Entries taken from a collection:
<<<<
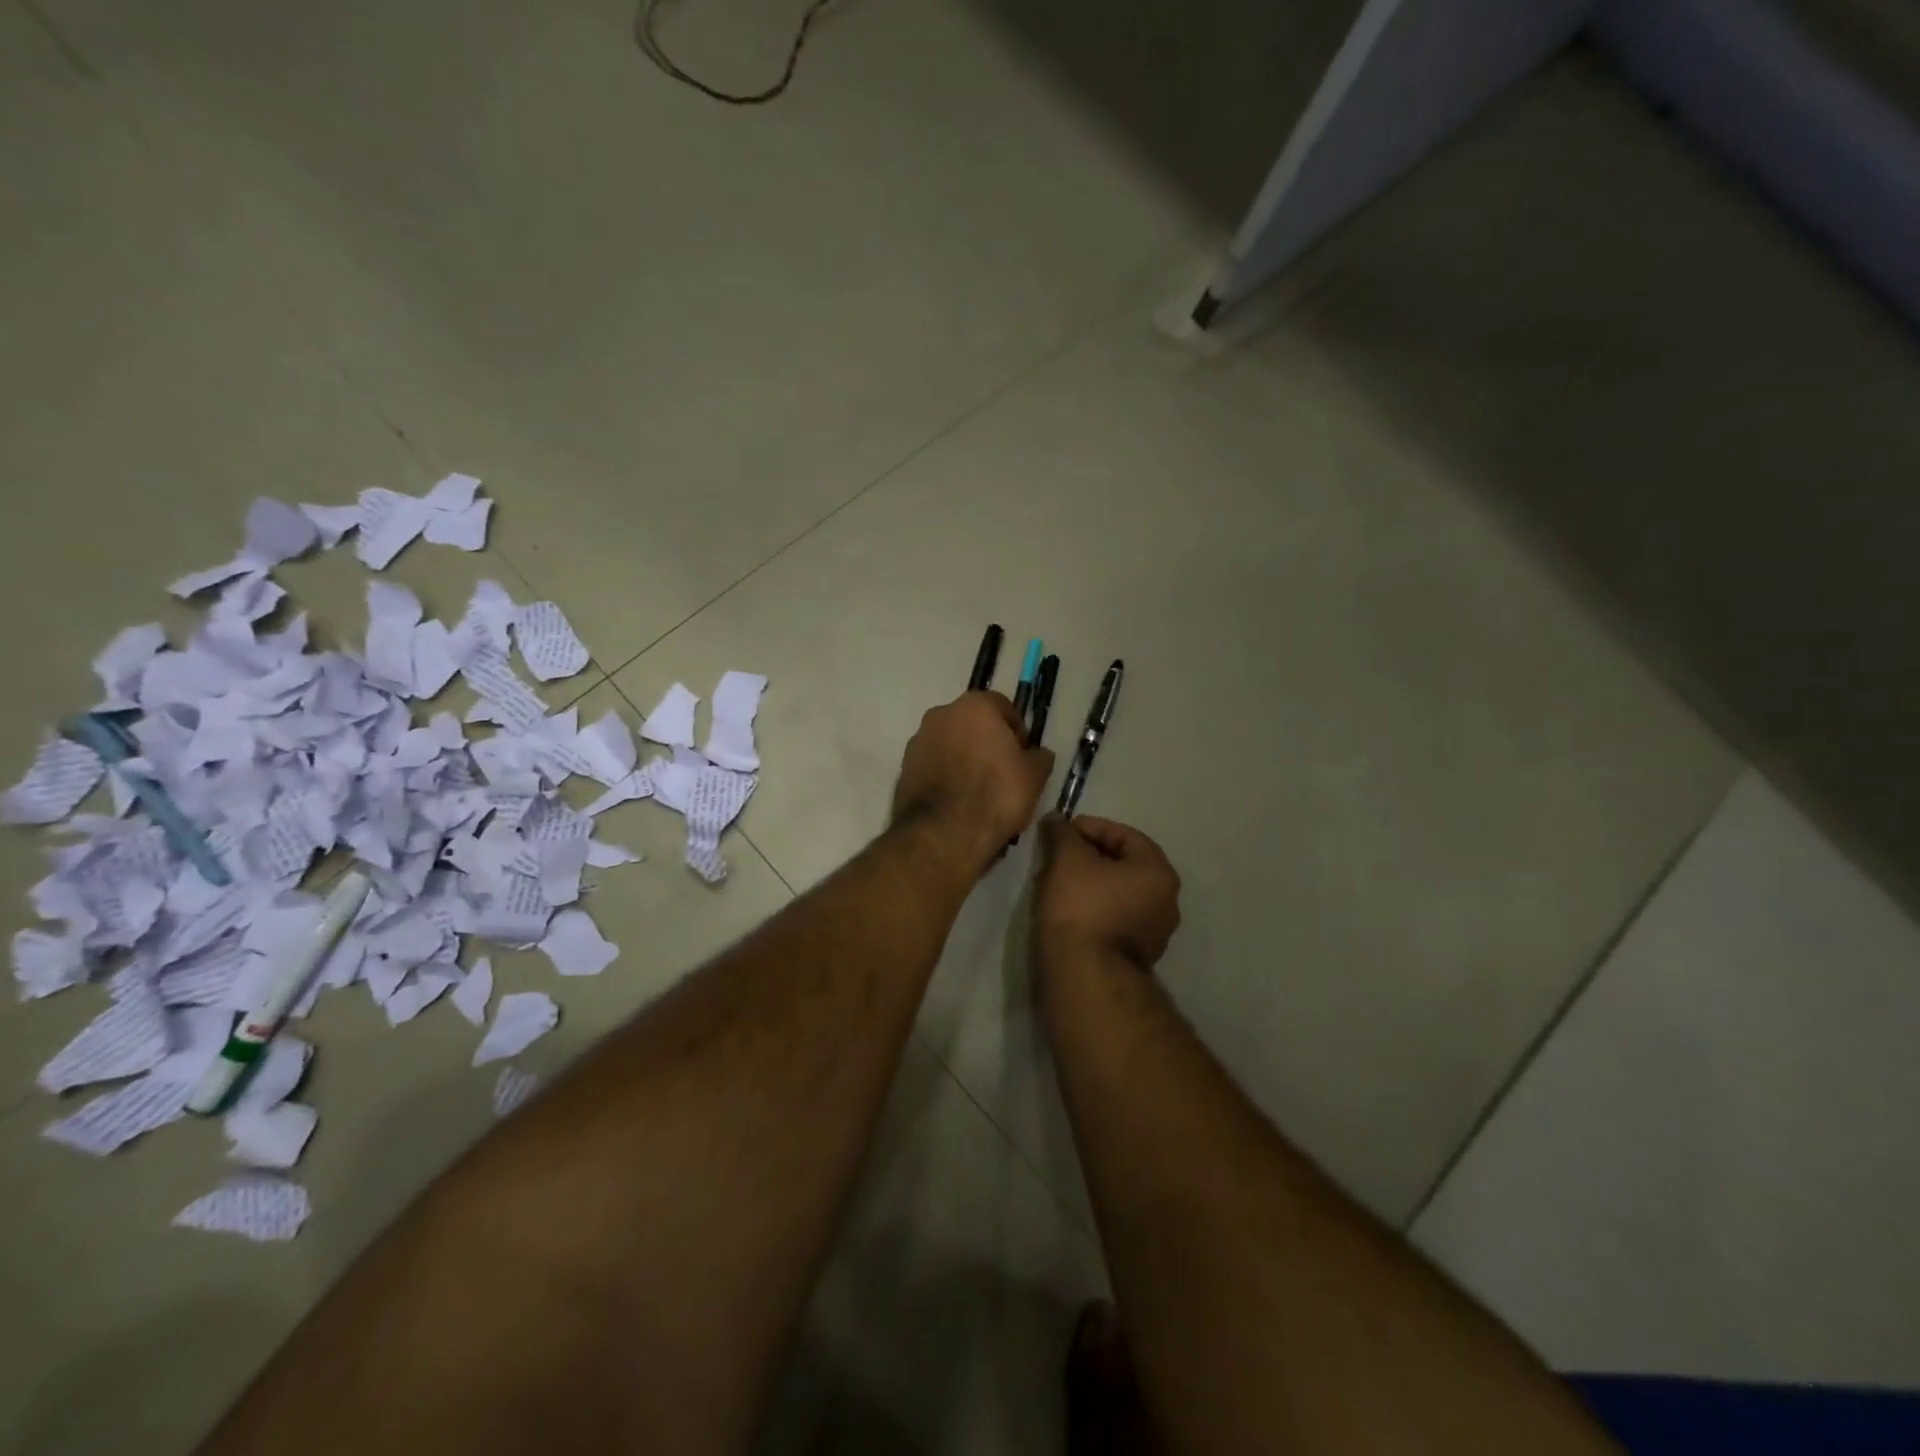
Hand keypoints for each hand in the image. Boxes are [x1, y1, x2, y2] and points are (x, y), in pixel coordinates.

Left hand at [892, 692, 1054, 870]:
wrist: (943, 833)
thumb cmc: (995, 794)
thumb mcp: (1034, 776)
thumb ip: (1039, 757)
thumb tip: (1037, 754)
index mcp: (975, 706)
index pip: (1002, 707)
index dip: (1017, 730)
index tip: (1023, 755)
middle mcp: (941, 714)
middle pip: (972, 723)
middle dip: (987, 742)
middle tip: (1002, 771)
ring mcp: (918, 740)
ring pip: (950, 743)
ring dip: (963, 758)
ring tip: (978, 790)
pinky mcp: (903, 768)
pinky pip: (933, 764)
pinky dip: (945, 775)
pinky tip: (957, 800)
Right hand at [1034, 814, 1181, 971]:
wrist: (1084, 976)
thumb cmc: (1081, 907)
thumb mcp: (1067, 859)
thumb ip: (1063, 833)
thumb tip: (1056, 820)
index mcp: (1158, 872)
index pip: (1124, 835)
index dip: (1090, 827)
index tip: (1061, 831)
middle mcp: (1166, 901)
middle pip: (1124, 865)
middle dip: (1090, 856)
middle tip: (1058, 854)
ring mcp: (1154, 934)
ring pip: (1119, 894)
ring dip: (1091, 884)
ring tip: (1058, 882)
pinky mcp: (1136, 957)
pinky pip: (1114, 919)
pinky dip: (1094, 908)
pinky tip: (1068, 910)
>>>>
## Work order
The word "middle" may appear in several lines of the data; count those lines and give only the number.

## Task output
8